## Your objective
Needed from the data below: all lines that contain the word "North".

## Data for analysis
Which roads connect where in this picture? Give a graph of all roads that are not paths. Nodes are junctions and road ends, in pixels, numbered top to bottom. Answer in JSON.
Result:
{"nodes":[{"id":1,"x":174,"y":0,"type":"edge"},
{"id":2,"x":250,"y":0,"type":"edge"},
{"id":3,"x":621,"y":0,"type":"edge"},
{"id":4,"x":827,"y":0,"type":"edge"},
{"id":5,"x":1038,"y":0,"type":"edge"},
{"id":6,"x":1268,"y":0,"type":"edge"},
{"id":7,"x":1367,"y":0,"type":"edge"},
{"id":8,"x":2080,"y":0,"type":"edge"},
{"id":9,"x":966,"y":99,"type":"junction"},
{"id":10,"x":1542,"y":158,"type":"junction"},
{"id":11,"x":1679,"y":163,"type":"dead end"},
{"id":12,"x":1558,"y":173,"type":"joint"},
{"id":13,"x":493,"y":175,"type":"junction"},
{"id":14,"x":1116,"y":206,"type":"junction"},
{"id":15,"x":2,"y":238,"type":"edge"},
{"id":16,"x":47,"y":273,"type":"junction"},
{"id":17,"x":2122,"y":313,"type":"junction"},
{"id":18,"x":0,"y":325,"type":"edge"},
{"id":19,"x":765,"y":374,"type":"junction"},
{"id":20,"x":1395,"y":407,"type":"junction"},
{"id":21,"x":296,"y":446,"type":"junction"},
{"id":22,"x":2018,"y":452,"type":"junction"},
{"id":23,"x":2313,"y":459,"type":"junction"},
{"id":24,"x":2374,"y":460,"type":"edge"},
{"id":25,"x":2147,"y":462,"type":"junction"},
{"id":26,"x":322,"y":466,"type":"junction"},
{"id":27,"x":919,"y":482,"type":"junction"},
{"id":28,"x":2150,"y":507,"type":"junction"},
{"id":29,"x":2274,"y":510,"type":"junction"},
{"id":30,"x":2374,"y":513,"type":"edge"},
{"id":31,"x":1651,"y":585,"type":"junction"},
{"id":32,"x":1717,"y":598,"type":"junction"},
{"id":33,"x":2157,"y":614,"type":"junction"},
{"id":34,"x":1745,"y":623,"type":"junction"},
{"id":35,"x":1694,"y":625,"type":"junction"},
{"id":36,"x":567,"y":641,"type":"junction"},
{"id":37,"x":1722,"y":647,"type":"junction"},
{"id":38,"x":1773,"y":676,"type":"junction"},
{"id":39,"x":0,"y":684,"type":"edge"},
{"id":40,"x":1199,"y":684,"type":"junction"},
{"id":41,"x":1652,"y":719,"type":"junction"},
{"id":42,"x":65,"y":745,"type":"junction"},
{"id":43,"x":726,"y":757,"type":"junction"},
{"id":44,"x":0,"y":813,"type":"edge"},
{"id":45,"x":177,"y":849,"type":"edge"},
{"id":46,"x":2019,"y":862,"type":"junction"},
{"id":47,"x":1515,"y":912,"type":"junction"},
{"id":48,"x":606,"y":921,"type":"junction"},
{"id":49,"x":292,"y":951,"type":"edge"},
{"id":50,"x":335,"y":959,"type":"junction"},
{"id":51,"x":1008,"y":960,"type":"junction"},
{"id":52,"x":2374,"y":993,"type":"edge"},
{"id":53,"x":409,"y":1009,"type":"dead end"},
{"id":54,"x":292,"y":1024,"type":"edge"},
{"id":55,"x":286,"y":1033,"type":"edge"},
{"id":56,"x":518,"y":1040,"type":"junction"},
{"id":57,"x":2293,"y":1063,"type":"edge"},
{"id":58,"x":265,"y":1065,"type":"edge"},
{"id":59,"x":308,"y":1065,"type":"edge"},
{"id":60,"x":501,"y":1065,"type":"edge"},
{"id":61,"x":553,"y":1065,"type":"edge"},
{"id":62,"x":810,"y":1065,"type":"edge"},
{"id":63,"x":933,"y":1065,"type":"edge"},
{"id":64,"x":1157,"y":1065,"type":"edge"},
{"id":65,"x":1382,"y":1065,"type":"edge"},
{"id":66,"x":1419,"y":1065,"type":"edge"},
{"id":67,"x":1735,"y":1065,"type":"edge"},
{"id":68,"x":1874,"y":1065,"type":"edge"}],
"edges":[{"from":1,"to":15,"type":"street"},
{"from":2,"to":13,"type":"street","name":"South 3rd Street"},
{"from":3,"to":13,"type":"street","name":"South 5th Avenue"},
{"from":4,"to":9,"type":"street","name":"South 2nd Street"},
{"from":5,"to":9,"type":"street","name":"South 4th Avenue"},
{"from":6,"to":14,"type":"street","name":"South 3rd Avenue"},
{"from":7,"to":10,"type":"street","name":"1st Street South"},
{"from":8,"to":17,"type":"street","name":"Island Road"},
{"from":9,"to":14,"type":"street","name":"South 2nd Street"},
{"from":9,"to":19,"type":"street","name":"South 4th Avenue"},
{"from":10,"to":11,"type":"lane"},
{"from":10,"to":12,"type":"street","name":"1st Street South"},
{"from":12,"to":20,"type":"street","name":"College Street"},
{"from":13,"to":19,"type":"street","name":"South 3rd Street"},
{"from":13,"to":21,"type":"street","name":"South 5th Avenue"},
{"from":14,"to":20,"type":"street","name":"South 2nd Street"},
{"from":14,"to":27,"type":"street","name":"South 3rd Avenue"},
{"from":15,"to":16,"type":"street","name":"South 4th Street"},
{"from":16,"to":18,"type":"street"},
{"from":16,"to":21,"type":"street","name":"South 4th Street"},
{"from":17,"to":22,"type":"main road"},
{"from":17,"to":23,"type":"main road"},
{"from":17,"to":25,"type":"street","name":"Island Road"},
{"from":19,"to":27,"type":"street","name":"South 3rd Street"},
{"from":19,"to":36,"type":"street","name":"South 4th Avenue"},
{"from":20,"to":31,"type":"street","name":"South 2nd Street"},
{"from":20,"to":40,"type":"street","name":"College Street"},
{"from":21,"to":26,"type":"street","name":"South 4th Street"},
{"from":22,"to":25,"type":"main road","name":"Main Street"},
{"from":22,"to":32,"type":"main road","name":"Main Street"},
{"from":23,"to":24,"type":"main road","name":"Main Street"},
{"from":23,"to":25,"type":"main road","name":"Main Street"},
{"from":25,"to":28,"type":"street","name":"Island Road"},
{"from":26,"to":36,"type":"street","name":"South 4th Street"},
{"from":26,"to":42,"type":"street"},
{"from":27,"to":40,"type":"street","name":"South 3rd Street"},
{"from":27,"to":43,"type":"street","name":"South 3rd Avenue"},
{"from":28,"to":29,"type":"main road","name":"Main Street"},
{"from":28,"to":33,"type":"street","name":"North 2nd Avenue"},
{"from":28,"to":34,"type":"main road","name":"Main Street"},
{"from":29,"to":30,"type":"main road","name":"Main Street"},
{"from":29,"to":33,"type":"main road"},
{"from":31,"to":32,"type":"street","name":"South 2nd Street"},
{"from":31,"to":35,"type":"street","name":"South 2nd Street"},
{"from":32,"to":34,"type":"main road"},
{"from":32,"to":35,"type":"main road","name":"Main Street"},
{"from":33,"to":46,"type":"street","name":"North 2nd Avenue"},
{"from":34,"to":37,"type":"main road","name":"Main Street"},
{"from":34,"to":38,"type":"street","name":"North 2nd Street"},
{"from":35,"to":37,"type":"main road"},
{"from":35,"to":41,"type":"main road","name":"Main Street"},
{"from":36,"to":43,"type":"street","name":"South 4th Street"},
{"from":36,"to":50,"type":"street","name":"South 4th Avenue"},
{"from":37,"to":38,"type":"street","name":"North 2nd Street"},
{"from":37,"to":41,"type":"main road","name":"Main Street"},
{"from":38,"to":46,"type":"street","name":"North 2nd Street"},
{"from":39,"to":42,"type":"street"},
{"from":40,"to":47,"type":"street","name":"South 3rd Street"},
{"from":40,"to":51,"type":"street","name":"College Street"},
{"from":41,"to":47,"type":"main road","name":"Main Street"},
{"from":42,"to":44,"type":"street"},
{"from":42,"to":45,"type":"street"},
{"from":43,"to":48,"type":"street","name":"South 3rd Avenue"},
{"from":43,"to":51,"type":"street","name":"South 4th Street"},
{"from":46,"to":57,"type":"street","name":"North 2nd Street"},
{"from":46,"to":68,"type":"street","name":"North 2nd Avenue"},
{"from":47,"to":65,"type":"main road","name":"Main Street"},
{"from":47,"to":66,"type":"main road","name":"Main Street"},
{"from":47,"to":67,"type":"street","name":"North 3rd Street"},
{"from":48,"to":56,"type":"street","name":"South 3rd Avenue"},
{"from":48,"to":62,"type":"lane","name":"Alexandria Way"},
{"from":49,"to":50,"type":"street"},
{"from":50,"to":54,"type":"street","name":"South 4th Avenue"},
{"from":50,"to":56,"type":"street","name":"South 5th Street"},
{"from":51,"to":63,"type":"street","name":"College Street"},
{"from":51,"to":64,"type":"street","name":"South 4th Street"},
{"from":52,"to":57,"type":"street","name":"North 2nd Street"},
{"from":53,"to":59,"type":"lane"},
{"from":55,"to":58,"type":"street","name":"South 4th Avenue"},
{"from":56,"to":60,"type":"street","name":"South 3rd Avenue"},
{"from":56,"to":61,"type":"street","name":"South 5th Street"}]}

## Finished task
{"from":28,"to":33,"type":"street","name":"North 2nd Avenue"},
{"from":33,"to":46,"type":"street","name":"North 2nd Avenue"},
{"from":34,"to":38,"type":"street","name":"North 2nd Street"},
{"from":37,"to":38,"type":"street","name":"North 2nd Street"},
{"from":38,"to":46,"type":"street","name":"North 2nd Street"},
{"from":46,"to":57,"type":"street","name":"North 2nd Street"},
{"from":46,"to":68,"type":"street","name":"North 2nd Avenue"},
{"from":47,"to":67,"type":"street","name":"North 3rd Street"},
{"from":52,"to":57,"type":"street","name":"North 2nd Street"},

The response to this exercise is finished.